I went to update Java on a XP machine and the update stopped and came up with a dialog box (attached) looking for a file _*jre1.6.0_16-c.msi*_ my understanding is that it needs that file to uninstall this old version first but cannot find it. I have done a search on my computer and also not able to find the file. I tried looking on Google and java.com for this older file but cannot find it anywhere. In my experience I think if I can get a copy of the file I will be able to uninstall it and complete the update process. I have tried removing my current Java installation from Add/Remove programs but I just get the same dialog box.

Does anyone have the file on their computer or know where I could get it?

Thanks.


----------



## johnb35 (May 17, 2012)

Ok, you need to start fresh. 
Please download *JavaRa* to your desktop and unzip it to its own folder

 Run *JavaRa.exe*, pick the language of your choice and click Select. Then click *Remove Older Versions*.
Accept any prompts.
Open JavaRa.exe again and select *Search For Updates*.
Select *Update Using Sun Java's Website* then click Search and click on the *Open Webpage* button. Download and install the latest Java Runtime Environment (JRE) version for your computer.
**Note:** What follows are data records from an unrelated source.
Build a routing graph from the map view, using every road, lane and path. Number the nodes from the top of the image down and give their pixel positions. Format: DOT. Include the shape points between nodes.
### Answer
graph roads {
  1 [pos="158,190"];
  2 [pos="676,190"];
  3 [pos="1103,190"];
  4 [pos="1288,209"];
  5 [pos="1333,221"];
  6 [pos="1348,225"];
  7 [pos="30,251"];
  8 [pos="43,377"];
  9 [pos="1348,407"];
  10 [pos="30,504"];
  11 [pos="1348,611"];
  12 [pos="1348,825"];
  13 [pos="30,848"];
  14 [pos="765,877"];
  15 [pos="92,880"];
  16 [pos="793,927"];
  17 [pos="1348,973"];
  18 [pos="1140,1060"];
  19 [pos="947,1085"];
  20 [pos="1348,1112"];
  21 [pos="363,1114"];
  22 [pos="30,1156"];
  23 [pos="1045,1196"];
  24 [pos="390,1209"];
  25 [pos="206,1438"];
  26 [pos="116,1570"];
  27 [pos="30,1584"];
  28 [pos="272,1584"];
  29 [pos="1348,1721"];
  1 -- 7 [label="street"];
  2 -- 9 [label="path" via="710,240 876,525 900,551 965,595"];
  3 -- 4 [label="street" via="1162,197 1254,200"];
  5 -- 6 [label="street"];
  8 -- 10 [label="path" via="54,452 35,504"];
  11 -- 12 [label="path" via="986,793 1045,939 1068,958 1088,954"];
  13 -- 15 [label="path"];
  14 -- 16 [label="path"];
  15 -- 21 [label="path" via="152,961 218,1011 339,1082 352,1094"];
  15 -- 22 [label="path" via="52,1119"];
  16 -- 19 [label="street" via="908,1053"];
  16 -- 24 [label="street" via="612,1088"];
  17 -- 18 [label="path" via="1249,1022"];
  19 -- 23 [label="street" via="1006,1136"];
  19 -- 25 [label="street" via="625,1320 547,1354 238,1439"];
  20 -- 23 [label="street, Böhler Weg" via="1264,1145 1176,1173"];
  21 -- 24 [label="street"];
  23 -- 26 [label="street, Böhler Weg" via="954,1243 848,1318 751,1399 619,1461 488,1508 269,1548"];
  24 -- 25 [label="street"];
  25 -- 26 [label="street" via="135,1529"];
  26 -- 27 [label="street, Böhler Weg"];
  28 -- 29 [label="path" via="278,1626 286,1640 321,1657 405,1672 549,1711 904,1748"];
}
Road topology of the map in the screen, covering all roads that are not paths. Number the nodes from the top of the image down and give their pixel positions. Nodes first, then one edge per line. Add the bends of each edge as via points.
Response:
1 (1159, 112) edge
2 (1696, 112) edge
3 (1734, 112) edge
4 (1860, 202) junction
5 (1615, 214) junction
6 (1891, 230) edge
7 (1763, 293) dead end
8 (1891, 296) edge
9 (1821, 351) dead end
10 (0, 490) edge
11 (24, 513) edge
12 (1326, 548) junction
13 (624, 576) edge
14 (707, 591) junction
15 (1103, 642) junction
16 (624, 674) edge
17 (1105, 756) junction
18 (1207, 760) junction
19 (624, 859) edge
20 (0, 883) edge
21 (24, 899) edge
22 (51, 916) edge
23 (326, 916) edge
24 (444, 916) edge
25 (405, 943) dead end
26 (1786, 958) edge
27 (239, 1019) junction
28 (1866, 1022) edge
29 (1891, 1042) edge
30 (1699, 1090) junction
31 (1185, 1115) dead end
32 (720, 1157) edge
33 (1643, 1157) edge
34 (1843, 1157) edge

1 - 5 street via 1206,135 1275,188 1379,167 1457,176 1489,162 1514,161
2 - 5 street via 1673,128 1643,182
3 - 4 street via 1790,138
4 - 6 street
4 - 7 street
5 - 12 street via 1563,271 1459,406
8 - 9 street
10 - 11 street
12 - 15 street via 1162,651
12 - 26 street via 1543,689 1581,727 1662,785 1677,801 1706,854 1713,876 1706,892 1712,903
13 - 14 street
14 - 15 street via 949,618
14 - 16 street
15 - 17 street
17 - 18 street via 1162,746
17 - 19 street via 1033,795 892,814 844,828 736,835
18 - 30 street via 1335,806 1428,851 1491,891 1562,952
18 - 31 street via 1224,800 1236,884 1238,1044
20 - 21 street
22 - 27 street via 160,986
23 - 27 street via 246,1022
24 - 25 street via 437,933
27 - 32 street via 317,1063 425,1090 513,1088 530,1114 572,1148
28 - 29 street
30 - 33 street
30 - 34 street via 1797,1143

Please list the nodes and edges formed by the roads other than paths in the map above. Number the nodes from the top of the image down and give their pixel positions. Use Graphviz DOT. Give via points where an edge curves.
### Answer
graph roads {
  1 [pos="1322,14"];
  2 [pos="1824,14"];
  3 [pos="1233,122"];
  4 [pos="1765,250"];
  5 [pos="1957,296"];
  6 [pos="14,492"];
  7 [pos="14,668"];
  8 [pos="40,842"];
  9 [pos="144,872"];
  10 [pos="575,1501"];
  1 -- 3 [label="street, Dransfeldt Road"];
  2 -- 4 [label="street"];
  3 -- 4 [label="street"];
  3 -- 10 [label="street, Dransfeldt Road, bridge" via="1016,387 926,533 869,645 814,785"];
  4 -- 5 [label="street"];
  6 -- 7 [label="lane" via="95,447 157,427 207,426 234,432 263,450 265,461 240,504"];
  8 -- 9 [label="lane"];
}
Or you can go here to get the latest version of java.

http://www.java.com/en/download/ie_manual.jsp?locale=en


----------



## typhoonblue (May 18, 2012)

how about download the latest version from JAVA and install it directly? It should cover the old one if the old one is detected.


----------



## johnb35 (May 18, 2012)

typhoonblue said:


> how about download the latest version from JAVA and install it directly? It should cover the old one if the old one is detected.



Nope, it won't.  The old versions must be removed manually.


----------